Analysis of the properties of the bipartite graph shows that together with the mandatory assignments in it we can identify "conflicting", whose hit in the solution (basic or initial version of the solution is done randomly) inevitably leads to free vertices (not included in solution), and hence to additional steps in the formation of the final solution. The localization of conflicting assignments is realized on the basis of the equivalent transformation of the initial graph, which is an isomorphic transformation, which consists in the target permutation of rows and columns of the connectivity matrix. In developing the algorithm, the following obvious statements were taken into account, which do not require proof.
Proposition 1
Since each line of the CU is a reflection of the possible distribution of resource requests, the change of two lines of the CU with memorization of the new location of the requests does not affect the qualitative characteristics of the CU and the initial graph.
Proposition 2
Since each column of the CU is a reflection of the claim for applications to capture this resource, the change of places of the two columns of the CU with memorization of the new location of resources does not affect the qualitative characteristics of the CU and the initial graph.
Theorem 3
If after the equivalent transformation of the CU it is possible to obtain the term rank of the CU equal to the rank of the CU, then all applications have destinations corresponding to "1" of the main diagonal and: a complete combination is found, one of the solutions to the problem of assigning applications
Theorem 4
If in the matrix MS [i, j], i = 1..N, j = 1..N we can select the submatrix MM [k, l], k = 1..T, l = (N-S + 1). .N, where S + T> N and MM = 0 (0 is the zero matrix), then the assignment problem does not have a complete solution.
If in the connectivity matrix displaying a bivariate graph, one can select the zero submatrix and place it in the upper right corner and there is a condition a + b> = n, then the matrix symmetric to it must be zeroed out because the ones are conflicting values. First iteration: go through the row of the boolean matrix with min the sum of units. We change this row with the first row of the matrix. We find the sum of units by columns only for those where the first line is 1 and choose the maximum amount. This column is swapped with the first column. Cut off 1 row and the first column. We repeat the iteration.

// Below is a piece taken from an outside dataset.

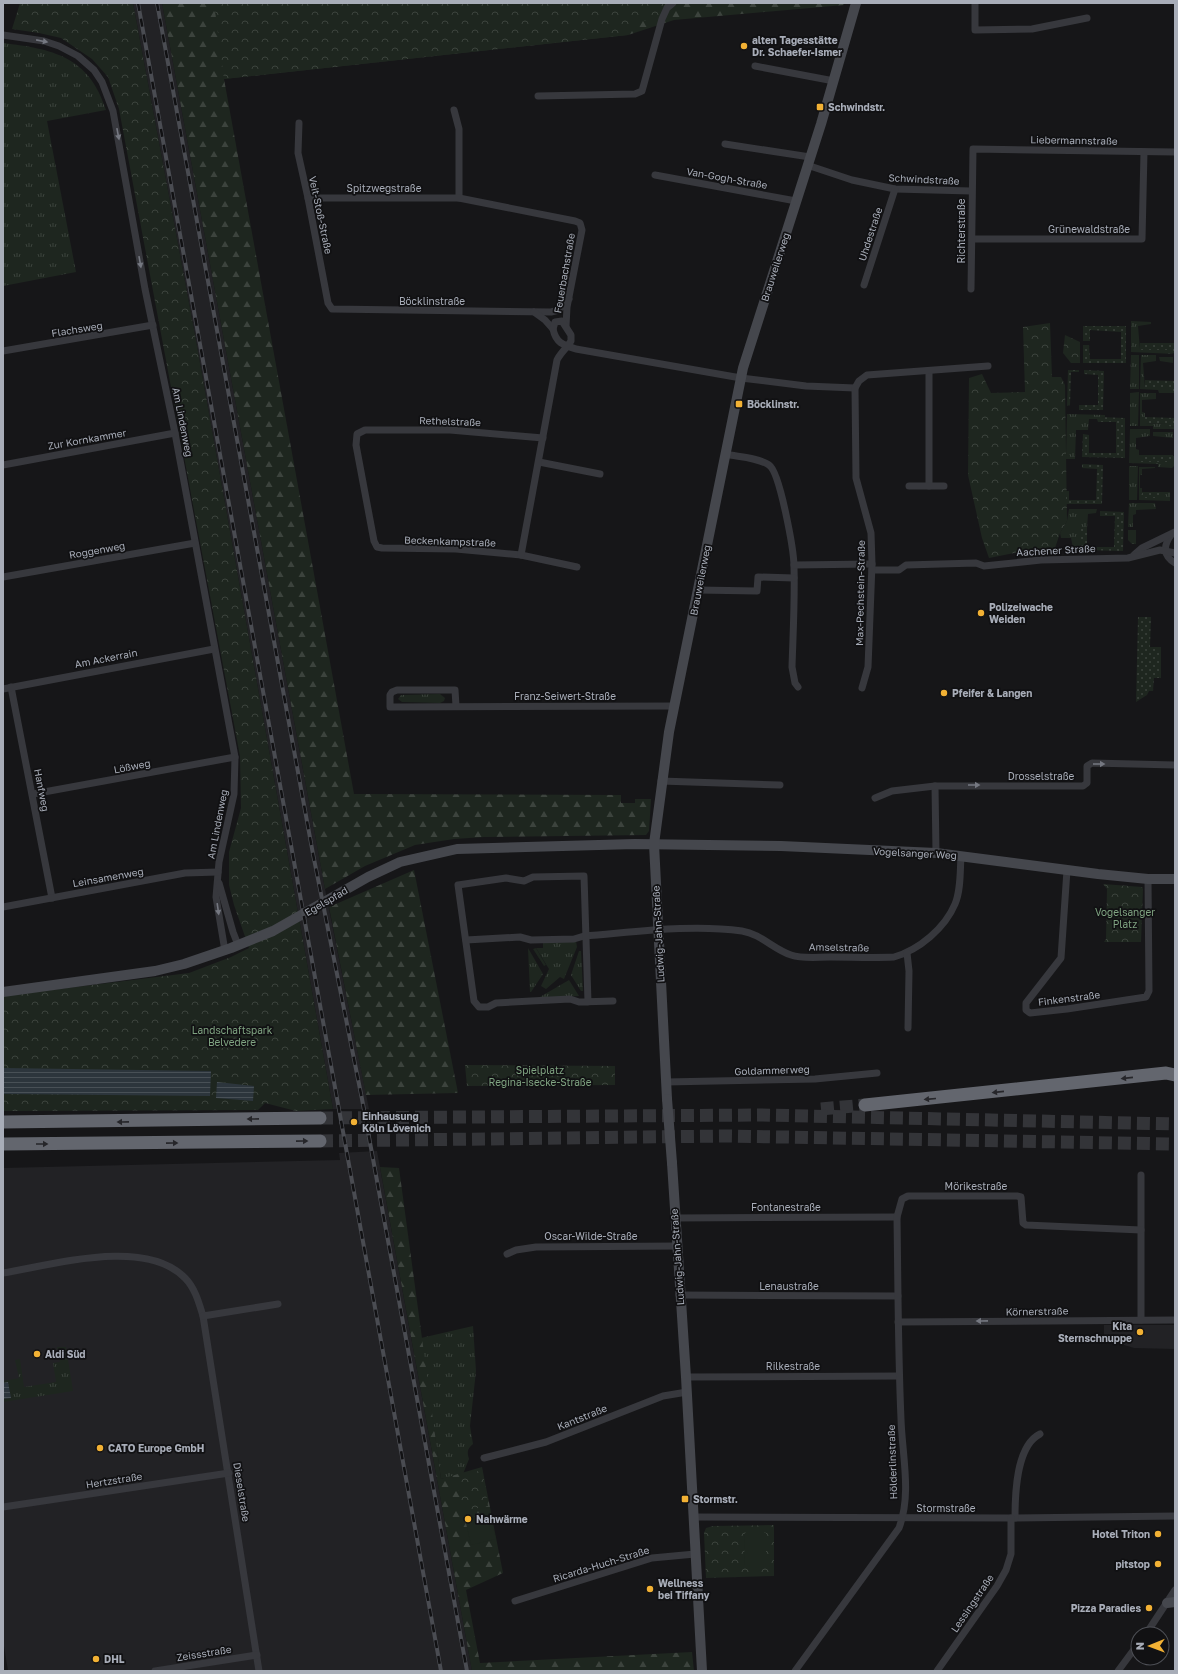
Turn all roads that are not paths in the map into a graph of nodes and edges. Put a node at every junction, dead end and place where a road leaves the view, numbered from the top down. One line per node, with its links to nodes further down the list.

int min_row(int**& m, int from) – search for row where minimum sum of units, starting from the from row and return it's number.

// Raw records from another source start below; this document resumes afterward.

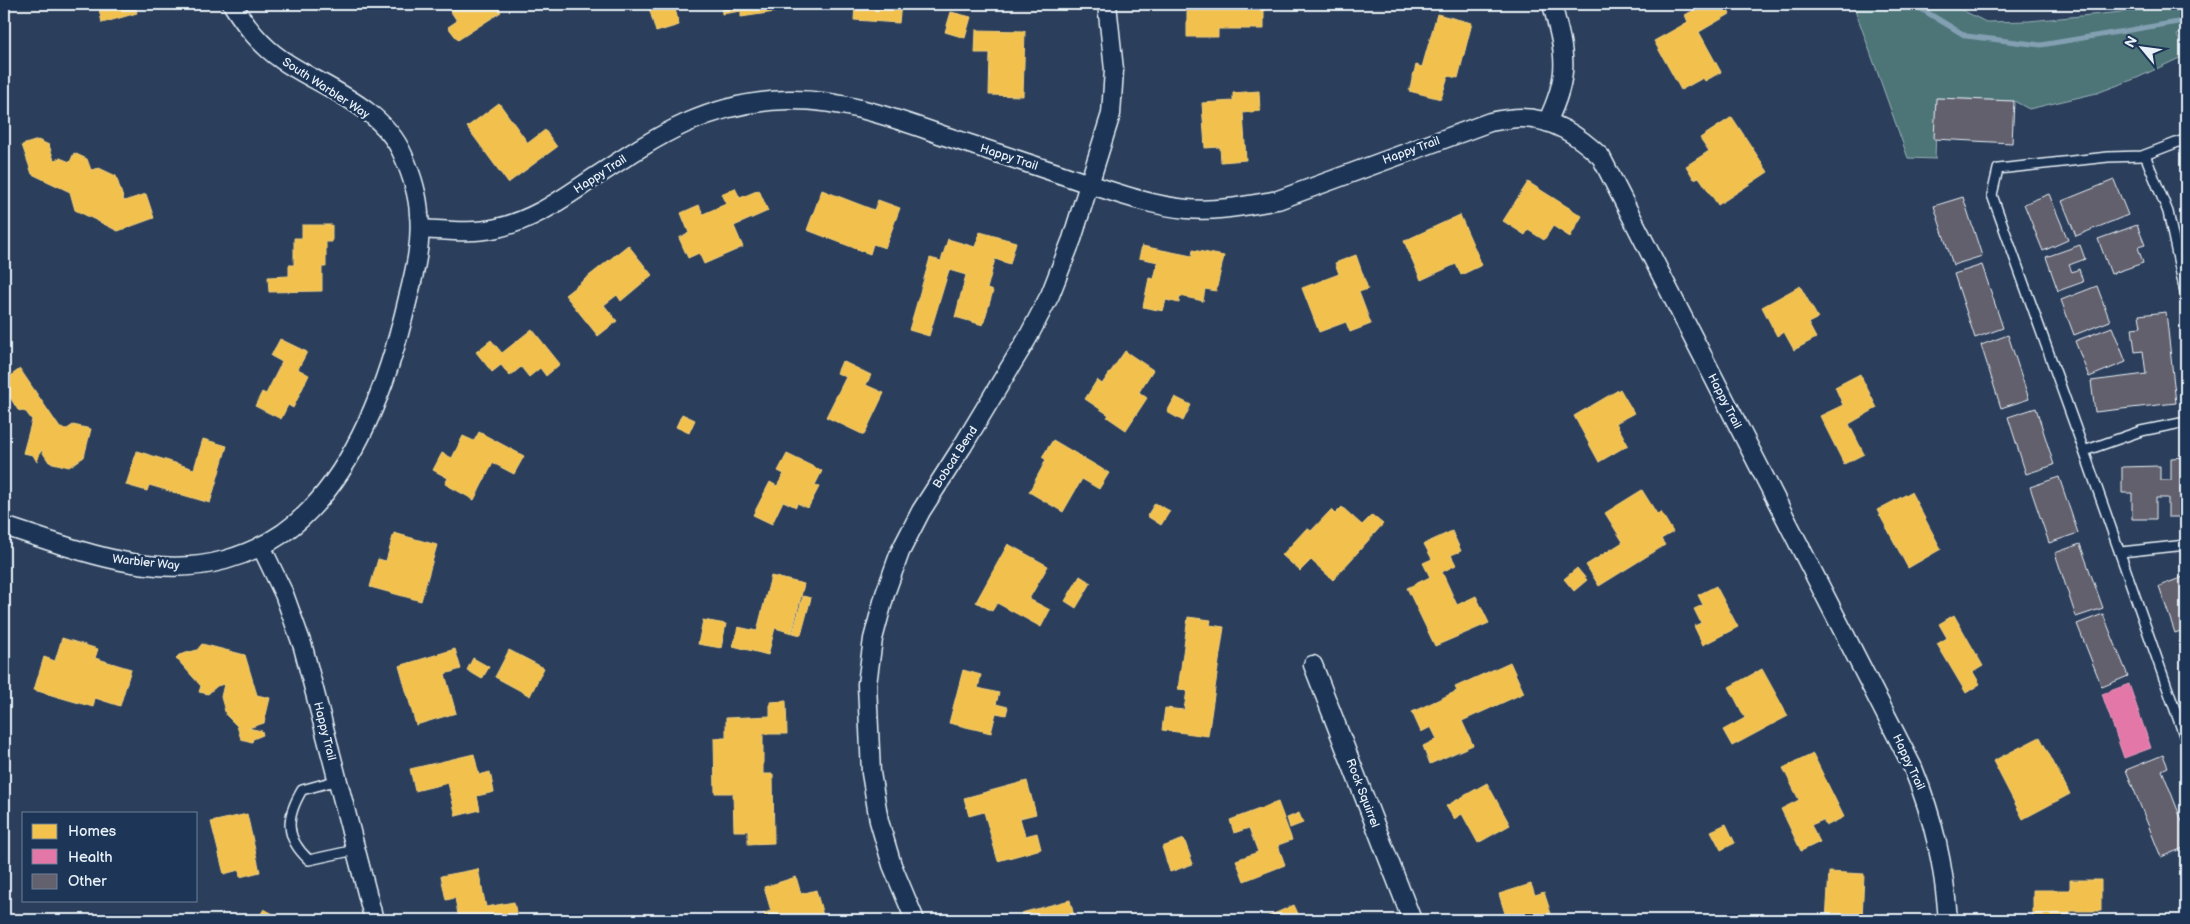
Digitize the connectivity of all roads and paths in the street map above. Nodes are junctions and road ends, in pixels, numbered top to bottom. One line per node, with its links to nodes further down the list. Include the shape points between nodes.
1 (232, 4): 8 (street, South Warbler Way, via 256,38 281,59 366,110 388,131 402,152 414,186)
2 (1106, 4): 7 (street, Bobcat Bend, via 1114,92 1105,135)
3 (1552, 4): 4 (street, via 1564,52 1564,69 1557,102)
4 (1547, 122): 7 (street, Happy Trail, via 1522,118 1490,122 1278,200 1248,206 1187,209 1137,200); 23 (street, Happy Trail, via 1568,130 1601,157 1913,768 1939,844)
5 (2186, 138): 6 (lane)
6 (2145, 155): 9 (lane, via 2168,212); 11 (lane, via 2108,156 1998,169 1992,194)
7 (1088, 184): 8 (street, Happy Trail, via 873,112 815,101 787,100 724,108 684,122 540,213 497,228 477,231); 21 (street, Bobcat Bend, via 1072,239 1050,295 962,448 921,511 900,552 873,639 867,684 871,773 892,865)
8 (420, 229): 14 (street, South Warbler Way, via 413,277 396,346 371,413 322,497 293,525)
9 (2186, 297)
10 (2186, 422): 11 (lane, via 2141,431)
11 (2084, 451): 15 (lane)
12 (4, 526): 14 (street, Warbler Way, via 112,560 163,566 223,560)
13 (2186, 545): 15 (lane)
14 (261, 546): 18 (street, Happy Trail, via 284,594 303,647)
15 (2121, 552): 17 (lane)
16 (1314, 665): 22 (street, Rock Squirrel)
17 (2186, 741)
18 (338, 780): 19 (street, Happy Trail); 19 (lane, via 302,790 293,805 291,836 308,860)
19 (355, 850): 20 (street, Happy Trail)
20 (374, 920)
21 (915, 920)
22 (1412, 920)
23 (1948, 920)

int max_collumn(int**& m,int from) – search for row where maximun collumn of units and which starts from 1, starting from the from collumn and return it's number.
void replace(int**& m) – do transformation with matrix m with help of min_row and max_collumn. Remember start numbers of rows and collumns.
void replace_w(int**& m) – do transformation with matrix m with help of min_row and max_collumn without remembering start numbers of rows and collumns.
bool check_conflicts(int**& m, int r, int c) - checking conflicts appointments. Take matrix and check symmetrical row to r starts from c element and if it's 1 sets zero. Return true if set even one zero else return false.
void find_zero_matrix(int**& m) - zero all matrix and show does it has conflicts.
bool find_zero_matrix_short(int**& m) - return true if matrix has conflicts else false.
It can be use to find conflicts in matrix. Also you can determine the probability of conflicting assignments when changing the occupancy of the matrix "1" connectivity from 1% to 100% for a given dimension.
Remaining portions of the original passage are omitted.